Work instructions – Find and copy each line of the data that includes "thumb".

□ □ □

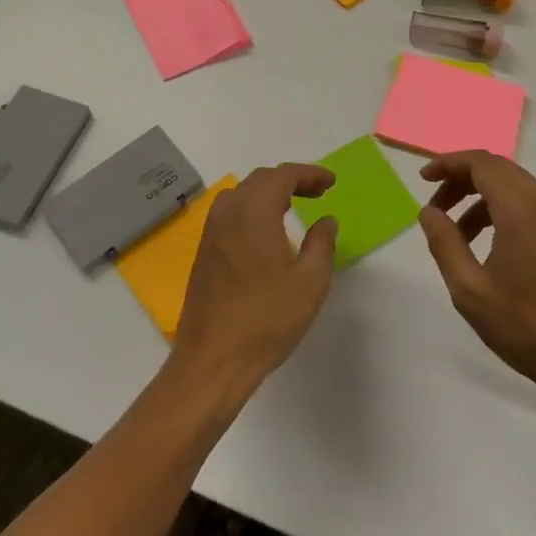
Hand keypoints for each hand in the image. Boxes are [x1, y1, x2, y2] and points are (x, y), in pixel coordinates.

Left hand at [171, 163, 337, 403]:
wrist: (212, 361)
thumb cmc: (266, 320)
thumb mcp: (310, 282)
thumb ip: (322, 244)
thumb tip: (326, 220)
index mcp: (254, 212)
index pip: (283, 175)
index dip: (310, 174)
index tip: (331, 182)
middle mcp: (228, 212)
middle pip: (261, 179)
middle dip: (291, 180)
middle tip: (317, 192)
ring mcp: (211, 231)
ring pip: (242, 194)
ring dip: (270, 193)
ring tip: (294, 206)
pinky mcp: (204, 251)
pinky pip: (231, 213)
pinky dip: (253, 208)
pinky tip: (267, 230)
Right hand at [420, 152, 535, 411]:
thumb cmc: (527, 327)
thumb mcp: (471, 290)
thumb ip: (444, 243)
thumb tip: (428, 211)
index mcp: (521, 208)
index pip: (480, 163)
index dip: (448, 164)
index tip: (423, 179)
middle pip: (498, 169)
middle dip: (462, 180)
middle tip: (437, 208)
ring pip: (516, 186)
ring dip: (483, 198)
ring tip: (460, 234)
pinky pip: (534, 204)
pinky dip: (506, 209)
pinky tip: (493, 244)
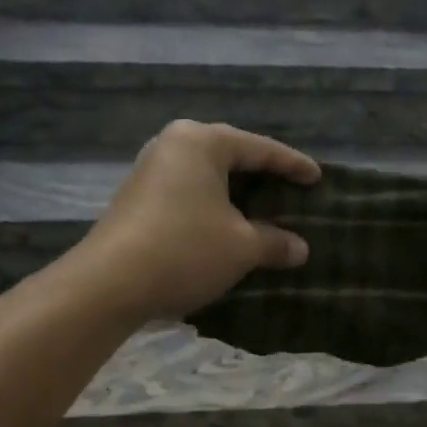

□ □ □

Answer section –
thumb cmc: (266, 320)
thumb mcp: (310, 282)
thumb ip: (322, 244)
thumb tip: (326, 220)
thumb cmc: (527, 327)
thumb mcp: (471, 290)
thumb ip: (444, 243)
thumb tip: (428, 211)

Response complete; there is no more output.